-- Data to process follows --

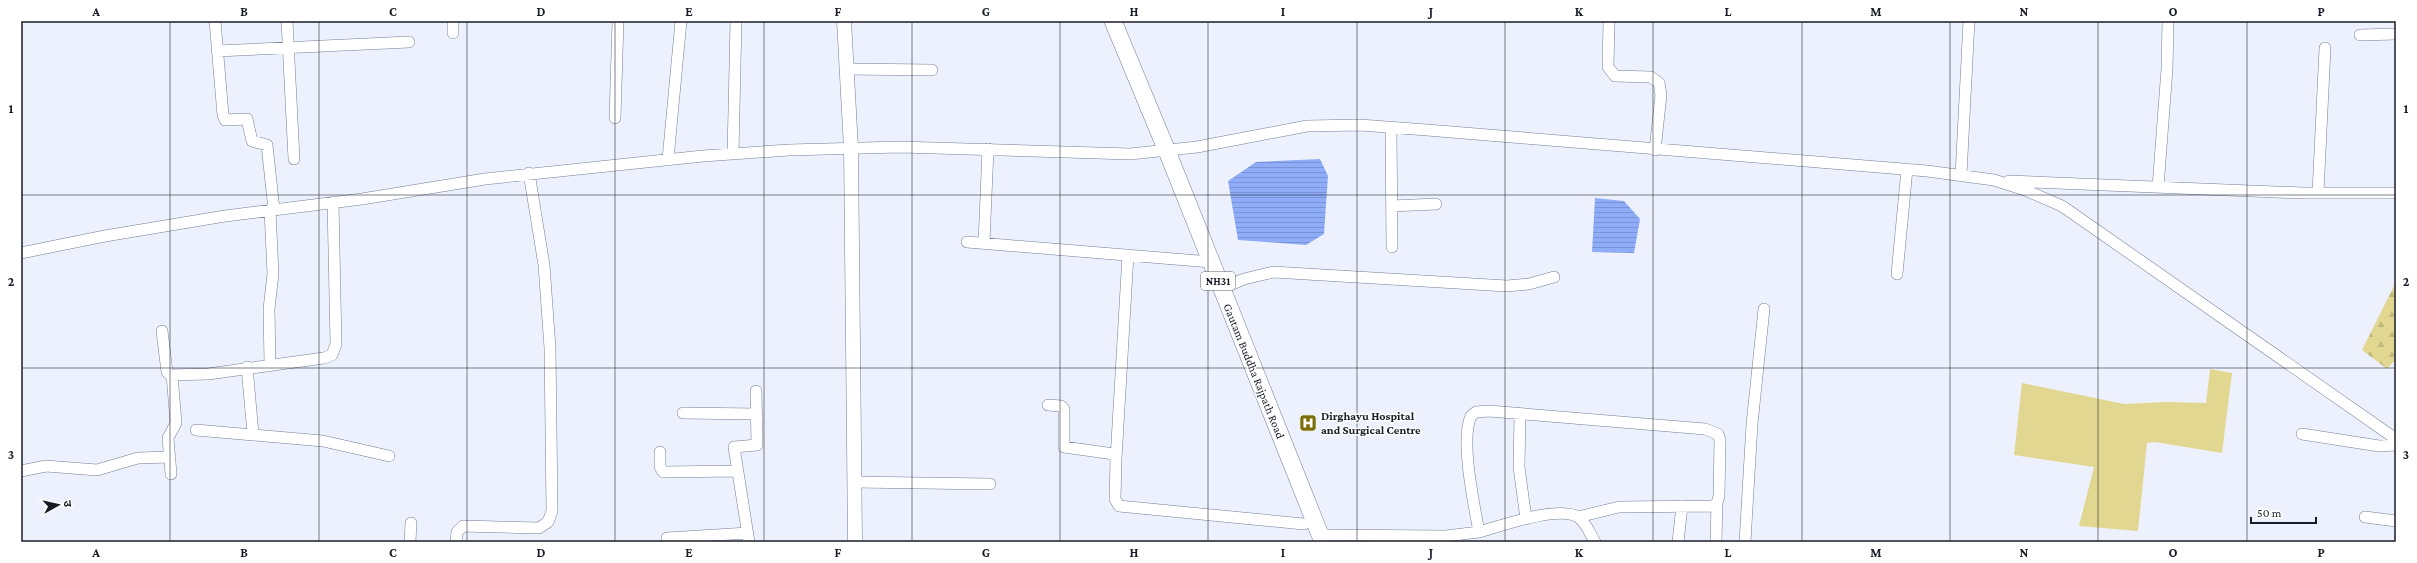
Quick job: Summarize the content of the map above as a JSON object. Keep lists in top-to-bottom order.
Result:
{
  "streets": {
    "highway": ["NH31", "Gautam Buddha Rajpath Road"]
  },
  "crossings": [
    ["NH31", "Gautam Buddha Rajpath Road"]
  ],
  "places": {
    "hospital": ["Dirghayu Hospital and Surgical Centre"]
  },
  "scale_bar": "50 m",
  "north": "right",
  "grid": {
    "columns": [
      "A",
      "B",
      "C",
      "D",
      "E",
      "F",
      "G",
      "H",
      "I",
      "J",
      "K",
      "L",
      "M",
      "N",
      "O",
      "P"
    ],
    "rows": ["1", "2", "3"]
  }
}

-- Data to process concluded --

> About this task
Copy every record exactly as written, leaving out the pictures.

> Response
Quick job: Summarize the content of the map above as a JSON object. Keep lists in top-to-bottom order.
Result:
{
  "streets": {
    "highway": ["NH31", "Gautam Buddha Rajpath Road"]
  },
  "crossings": [
    ["NH31", "Gautam Buddha Rajpath Road"]
  ],
  "places": {
    "hospital": ["Dirghayu Hospital and Surgical Centre"]
  },
  "scale_bar": "50 m",
  "north": "right",
  "grid": {
    "columns": [
      "A",
      "B",
      "C",
      "D",
      "E",
      "F",
      "G",
      "H",
      "I",
      "J",
      "K",
      "L",
      "M",
      "N",
      "O",
      "P"
    ],
    "rows": ["1", "2", "3"]
  }
}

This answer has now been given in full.